Há algum tempo recebi pela internet a capa de um disco do
Tom Zé. A imagem mostrava um belo olho humano encimado pelo texto “TOMZÉTODOSOSOLHOS”.
Fiquei surpreso ao saber, através do remetente, que a imagem era, na verdade, a
foto de um ânus. Procurando no meu arquivo de revistas Caros Amigos, encontrei
um trecho da entrevista com Tom Zé (Caros Amigos, 31, p. 34) em que ele
confirmava a informação: “Em 1973 fiz o disco chamado Tom Zé Todos os Olhos,
que tem um cu na capa”. Como eu e todas as pessoas que tiveram contato com o
disco - inclusive os censores - puderam confundir uma parte tão desprestigiada
do corpo humano com o olho, o chamado espelho da alma?

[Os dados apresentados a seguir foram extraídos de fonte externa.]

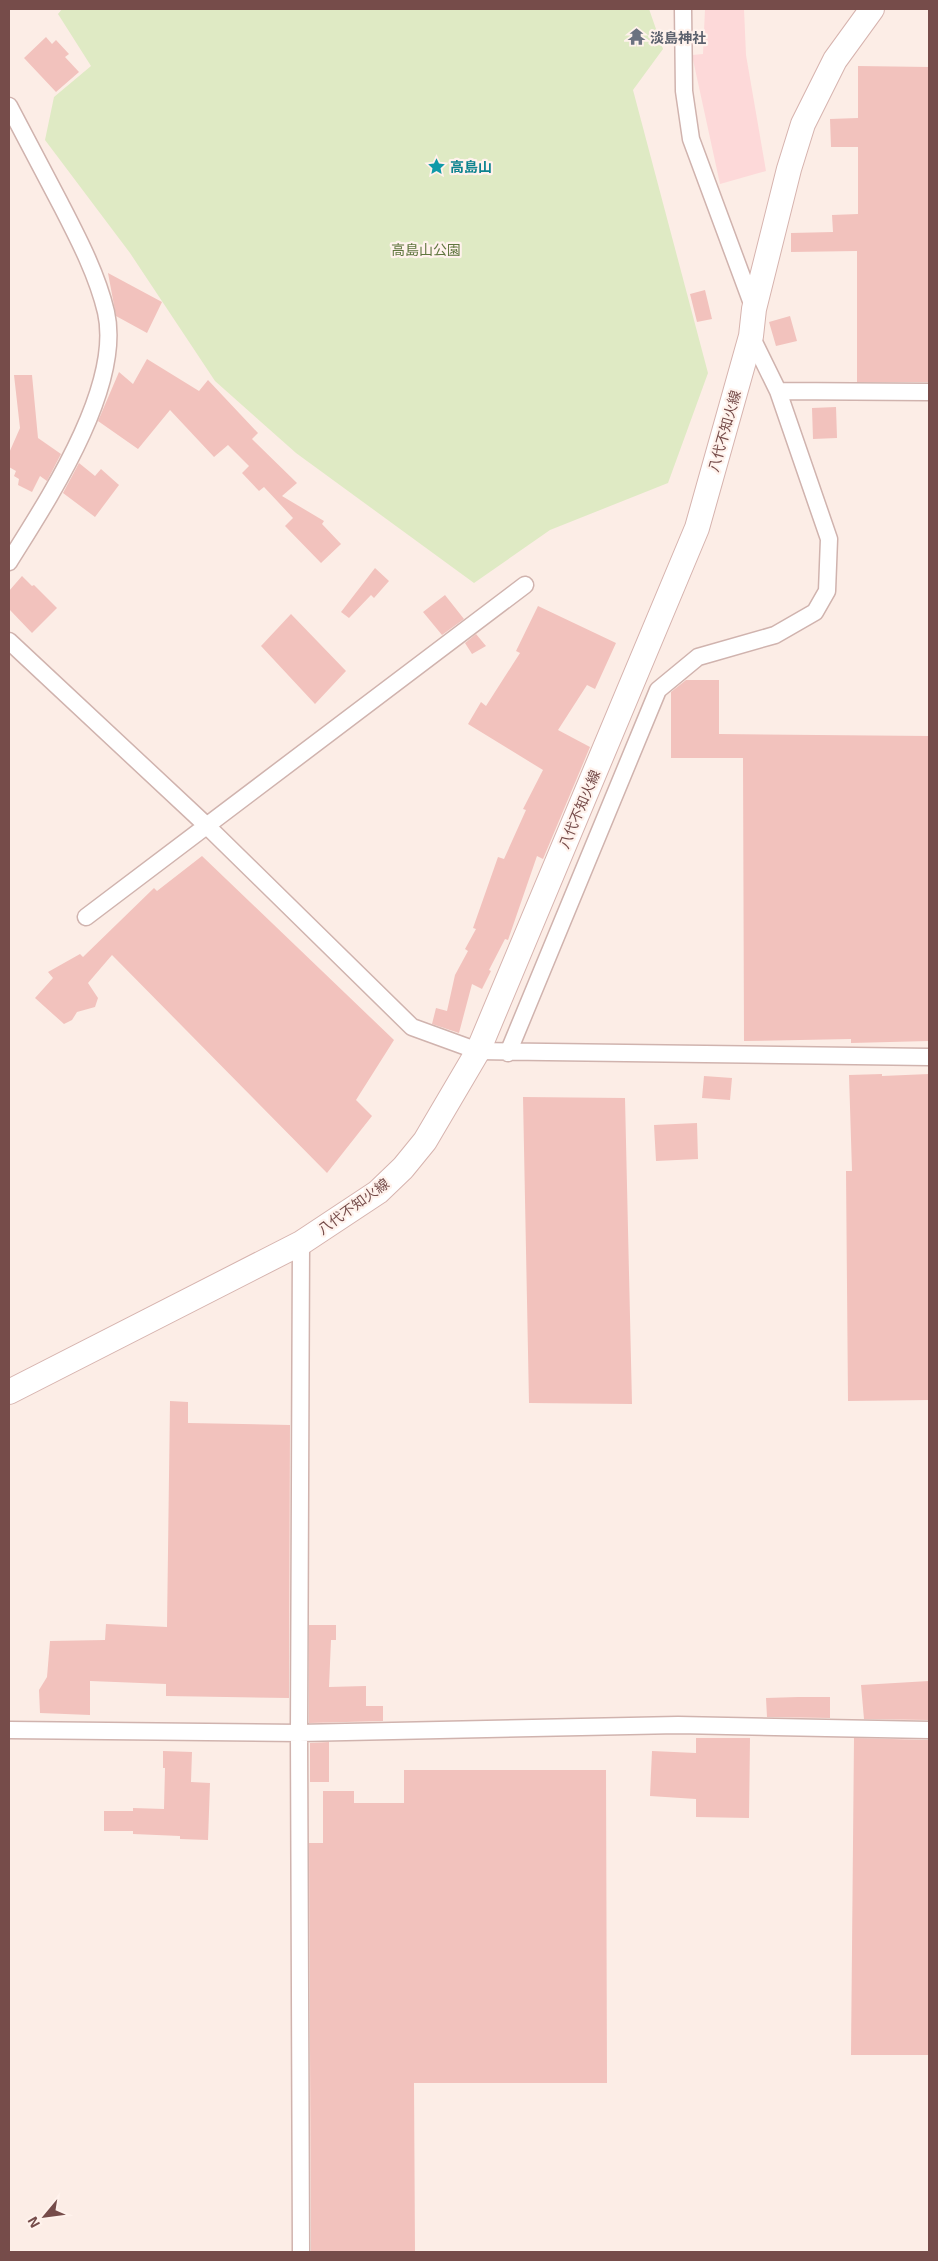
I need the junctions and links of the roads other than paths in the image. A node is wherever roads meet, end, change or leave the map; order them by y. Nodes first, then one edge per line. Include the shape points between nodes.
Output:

A resposta, parece-me, está na semiótica, até porque o autor
da capa, o poeta Décio Pignatari, é uma das maiores autoridades sobre o assunto
no Brasil.
Semiótica é a ciência que estuda os signos. Signo é tudo
aquilo que substitui alguma coisa. Se falo mesa, o signo linguístico mesa está substituindo
o objeto mesa.
Há três tipos básicos de signos: ícones, índices e símbolos.
Os ícones são semelhantes à coisa representada. O desenho de
uma mesa é semelhante ao objeto mesa e qualquer um pode perceber isso.Poucas
pessoas precisam de explicações quando vêm uma foto, por exemplo. Os ícones não
precisam de repertório para serem compreendidos e sua assimilação é imediato.
Exemplos de ícones são desenhos, fotos, filmagens e esculturas.
Os índices são aqueles signos que guardam uma relação de contiguidade
com a coisa representada. Ou seja, ao vermos um índice, percebemos que o objeto
está próximo. Nuvens negras são um indício de que vai chover, pois todo mundo
sabe que essas nuvens costumam ser acompanhadas de chuva. Chão molhado é
indício de que choveu. Fumaça é indício de que há fogo por perto. Os
agricultores conseguem perceber se o tempo vai ser chuvoso ou seco através do
indícios da natureza.
Finalmente, temos o tipo mais complexo de signo: os
símbolos. Estes não guardam qualquer relação de semelhança ou de contiguidade
com a coisa representada. Ou seja, são arbitrários, culturais, convencionais. Convencionou-se
que o objeto mesa seria representado pelo conjunto de sons “mesa”, embora ambos
não tenham qualquer relação entre si.
Signos linguísticos são exemplos de símbolos (embora algumas
palavras tenham caráter icônico, como é o caso das onomatopéias, que imitam o som
das coisas e animais).
Há símbolo não linguísticos. É o caso, por exemplo do
crucifixo. Um desavisado pode achar que a imagem representa um homem sendo torturado,
mas um cristão sabe que se trata do símbolo do cristinismo. Esse é o caso de um
ícone que se tornou símbolo. Há outros semelhan-
tes: os pinguins que representam a Antartica, a foice e o
martelo que representa o comunismo, o urso polar que representa a Coca-cola...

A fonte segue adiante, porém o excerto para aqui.